§ TASK STATEMENT
Below are the records; copy each line in which "Morris" can be found.

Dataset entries
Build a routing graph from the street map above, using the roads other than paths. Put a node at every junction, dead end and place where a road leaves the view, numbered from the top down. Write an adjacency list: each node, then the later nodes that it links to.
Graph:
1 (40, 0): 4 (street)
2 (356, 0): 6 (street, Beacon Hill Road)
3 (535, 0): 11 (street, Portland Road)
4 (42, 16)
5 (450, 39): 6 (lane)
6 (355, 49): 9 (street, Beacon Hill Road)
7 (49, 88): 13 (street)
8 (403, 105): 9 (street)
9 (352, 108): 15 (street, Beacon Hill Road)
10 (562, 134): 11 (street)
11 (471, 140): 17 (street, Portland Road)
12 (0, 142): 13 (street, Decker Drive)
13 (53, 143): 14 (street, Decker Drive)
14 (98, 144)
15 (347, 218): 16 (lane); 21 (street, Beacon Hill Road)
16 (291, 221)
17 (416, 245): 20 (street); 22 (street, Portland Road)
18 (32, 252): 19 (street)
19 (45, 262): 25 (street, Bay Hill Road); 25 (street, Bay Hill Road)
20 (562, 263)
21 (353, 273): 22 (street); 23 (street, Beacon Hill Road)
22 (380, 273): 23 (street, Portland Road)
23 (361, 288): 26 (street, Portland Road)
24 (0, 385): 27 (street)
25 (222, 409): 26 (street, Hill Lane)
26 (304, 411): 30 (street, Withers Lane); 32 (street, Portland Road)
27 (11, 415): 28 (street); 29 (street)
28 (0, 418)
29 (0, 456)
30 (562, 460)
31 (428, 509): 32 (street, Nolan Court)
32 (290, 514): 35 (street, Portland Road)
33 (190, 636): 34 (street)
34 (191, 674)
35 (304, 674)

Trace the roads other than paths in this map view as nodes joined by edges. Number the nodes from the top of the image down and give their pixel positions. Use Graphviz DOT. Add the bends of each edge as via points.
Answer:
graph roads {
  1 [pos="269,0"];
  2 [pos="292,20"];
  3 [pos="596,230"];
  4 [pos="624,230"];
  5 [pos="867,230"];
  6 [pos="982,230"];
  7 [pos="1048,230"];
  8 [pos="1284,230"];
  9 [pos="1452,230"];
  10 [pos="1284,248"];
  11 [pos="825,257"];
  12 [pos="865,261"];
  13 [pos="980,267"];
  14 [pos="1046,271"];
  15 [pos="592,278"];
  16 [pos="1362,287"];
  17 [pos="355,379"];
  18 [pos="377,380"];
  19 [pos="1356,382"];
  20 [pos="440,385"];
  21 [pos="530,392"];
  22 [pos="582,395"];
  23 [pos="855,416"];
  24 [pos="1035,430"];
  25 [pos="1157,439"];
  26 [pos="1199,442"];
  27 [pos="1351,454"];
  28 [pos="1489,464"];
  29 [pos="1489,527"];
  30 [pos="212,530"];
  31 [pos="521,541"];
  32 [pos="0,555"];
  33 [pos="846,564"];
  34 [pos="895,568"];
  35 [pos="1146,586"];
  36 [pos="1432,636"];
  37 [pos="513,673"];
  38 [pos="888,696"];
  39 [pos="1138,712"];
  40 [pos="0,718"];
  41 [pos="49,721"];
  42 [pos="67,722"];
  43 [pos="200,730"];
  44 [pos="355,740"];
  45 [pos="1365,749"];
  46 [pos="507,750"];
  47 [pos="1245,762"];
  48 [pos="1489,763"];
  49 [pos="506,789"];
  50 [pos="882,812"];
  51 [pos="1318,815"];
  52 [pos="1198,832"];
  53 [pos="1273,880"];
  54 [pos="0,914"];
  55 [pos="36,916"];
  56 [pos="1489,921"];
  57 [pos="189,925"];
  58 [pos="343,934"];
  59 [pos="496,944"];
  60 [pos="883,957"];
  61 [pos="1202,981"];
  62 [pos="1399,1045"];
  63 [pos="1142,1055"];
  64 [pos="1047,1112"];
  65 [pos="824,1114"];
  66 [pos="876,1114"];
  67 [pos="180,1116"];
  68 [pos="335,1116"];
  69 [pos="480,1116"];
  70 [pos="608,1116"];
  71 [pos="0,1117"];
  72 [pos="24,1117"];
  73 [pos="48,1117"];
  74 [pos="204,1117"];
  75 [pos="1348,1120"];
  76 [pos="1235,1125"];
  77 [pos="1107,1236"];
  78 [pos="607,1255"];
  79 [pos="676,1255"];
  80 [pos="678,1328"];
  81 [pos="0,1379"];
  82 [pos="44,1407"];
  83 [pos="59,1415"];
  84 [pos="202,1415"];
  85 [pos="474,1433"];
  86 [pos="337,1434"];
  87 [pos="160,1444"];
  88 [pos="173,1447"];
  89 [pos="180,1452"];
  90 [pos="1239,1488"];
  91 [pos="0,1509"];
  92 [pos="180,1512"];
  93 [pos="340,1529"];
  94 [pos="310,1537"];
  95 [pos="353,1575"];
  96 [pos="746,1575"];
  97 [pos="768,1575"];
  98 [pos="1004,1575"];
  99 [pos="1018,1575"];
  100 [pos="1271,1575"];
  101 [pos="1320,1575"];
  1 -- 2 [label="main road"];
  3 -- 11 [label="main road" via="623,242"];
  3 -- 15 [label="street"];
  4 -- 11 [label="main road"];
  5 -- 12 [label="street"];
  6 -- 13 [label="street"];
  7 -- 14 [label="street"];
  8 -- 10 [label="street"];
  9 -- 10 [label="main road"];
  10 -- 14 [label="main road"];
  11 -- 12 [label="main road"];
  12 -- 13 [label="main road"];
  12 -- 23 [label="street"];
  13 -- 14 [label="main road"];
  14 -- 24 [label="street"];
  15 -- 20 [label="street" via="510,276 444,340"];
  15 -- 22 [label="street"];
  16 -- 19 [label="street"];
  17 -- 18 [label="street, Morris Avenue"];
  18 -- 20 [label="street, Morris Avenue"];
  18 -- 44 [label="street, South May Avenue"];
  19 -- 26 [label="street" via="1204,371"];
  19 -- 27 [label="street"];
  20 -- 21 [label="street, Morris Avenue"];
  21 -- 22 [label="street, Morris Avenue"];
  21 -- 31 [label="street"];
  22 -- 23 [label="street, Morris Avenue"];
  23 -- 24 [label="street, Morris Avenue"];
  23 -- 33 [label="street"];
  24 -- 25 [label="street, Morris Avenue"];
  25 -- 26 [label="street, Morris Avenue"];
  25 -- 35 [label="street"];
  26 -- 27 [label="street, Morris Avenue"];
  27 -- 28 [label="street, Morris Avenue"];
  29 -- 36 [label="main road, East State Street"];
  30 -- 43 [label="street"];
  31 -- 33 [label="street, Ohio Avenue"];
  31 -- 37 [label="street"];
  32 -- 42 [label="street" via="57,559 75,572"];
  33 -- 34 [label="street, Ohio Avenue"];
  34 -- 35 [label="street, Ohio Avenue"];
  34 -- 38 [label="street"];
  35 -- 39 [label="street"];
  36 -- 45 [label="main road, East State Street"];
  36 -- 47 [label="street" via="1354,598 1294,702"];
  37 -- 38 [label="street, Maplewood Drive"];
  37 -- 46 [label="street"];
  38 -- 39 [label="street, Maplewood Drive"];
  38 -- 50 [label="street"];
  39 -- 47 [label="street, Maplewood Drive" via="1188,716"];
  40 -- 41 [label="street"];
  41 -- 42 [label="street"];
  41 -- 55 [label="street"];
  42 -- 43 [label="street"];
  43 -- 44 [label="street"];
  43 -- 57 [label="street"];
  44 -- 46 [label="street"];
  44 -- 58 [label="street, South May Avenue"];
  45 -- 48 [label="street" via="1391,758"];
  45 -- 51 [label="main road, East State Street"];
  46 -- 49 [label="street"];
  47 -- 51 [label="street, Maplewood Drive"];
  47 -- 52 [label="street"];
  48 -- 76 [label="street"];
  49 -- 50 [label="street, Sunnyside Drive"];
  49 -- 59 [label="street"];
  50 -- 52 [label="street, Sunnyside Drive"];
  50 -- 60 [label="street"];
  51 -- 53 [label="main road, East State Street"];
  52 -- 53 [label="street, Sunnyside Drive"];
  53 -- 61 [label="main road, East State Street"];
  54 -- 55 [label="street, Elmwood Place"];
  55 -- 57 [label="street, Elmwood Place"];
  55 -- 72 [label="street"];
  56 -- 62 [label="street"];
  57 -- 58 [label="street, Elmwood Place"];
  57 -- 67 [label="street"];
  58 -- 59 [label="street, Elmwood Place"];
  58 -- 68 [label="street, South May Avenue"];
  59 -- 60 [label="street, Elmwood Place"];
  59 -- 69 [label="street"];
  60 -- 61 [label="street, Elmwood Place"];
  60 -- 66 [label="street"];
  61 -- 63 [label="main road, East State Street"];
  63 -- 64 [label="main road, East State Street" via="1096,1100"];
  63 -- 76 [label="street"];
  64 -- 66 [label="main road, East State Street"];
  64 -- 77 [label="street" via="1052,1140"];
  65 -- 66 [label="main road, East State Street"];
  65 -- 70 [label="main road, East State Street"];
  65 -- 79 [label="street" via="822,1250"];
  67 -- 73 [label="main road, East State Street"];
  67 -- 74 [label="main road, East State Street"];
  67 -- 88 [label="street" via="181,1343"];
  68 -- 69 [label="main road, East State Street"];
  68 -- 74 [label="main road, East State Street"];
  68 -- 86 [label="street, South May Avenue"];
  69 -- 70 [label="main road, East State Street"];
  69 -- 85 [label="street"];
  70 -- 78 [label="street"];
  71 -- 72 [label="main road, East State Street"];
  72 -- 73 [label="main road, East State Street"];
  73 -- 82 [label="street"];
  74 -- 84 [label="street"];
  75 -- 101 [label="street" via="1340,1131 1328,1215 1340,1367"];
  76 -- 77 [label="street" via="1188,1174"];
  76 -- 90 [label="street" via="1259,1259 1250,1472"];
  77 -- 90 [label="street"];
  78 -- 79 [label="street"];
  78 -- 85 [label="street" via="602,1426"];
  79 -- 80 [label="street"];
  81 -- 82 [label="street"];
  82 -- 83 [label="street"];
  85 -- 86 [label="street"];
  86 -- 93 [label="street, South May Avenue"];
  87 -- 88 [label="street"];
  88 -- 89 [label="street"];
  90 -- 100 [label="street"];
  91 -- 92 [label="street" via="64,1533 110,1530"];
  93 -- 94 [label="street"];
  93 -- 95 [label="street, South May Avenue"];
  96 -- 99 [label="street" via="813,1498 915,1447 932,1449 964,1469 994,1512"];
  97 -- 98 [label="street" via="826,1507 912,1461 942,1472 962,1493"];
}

§ OUTPUT BELOW
  17 -- 18 [label="street, Morris Avenue"];
  18 -- 20 [label="street, Morris Avenue"];
  20 -- 21 [label="street, Morris Avenue"];
  21 -- 22 [label="street, Morris Avenue"];
  22 -- 23 [label="street, Morris Avenue"];
  23 -- 24 [label="street, Morris Avenue"];
  24 -- 25 [label="street, Morris Avenue"];
  25 -- 26 [label="street, Morris Avenue"];
  26 -- 27 [label="street, Morris Avenue"];
  27 -- 28 [label="street, Morris Avenue"];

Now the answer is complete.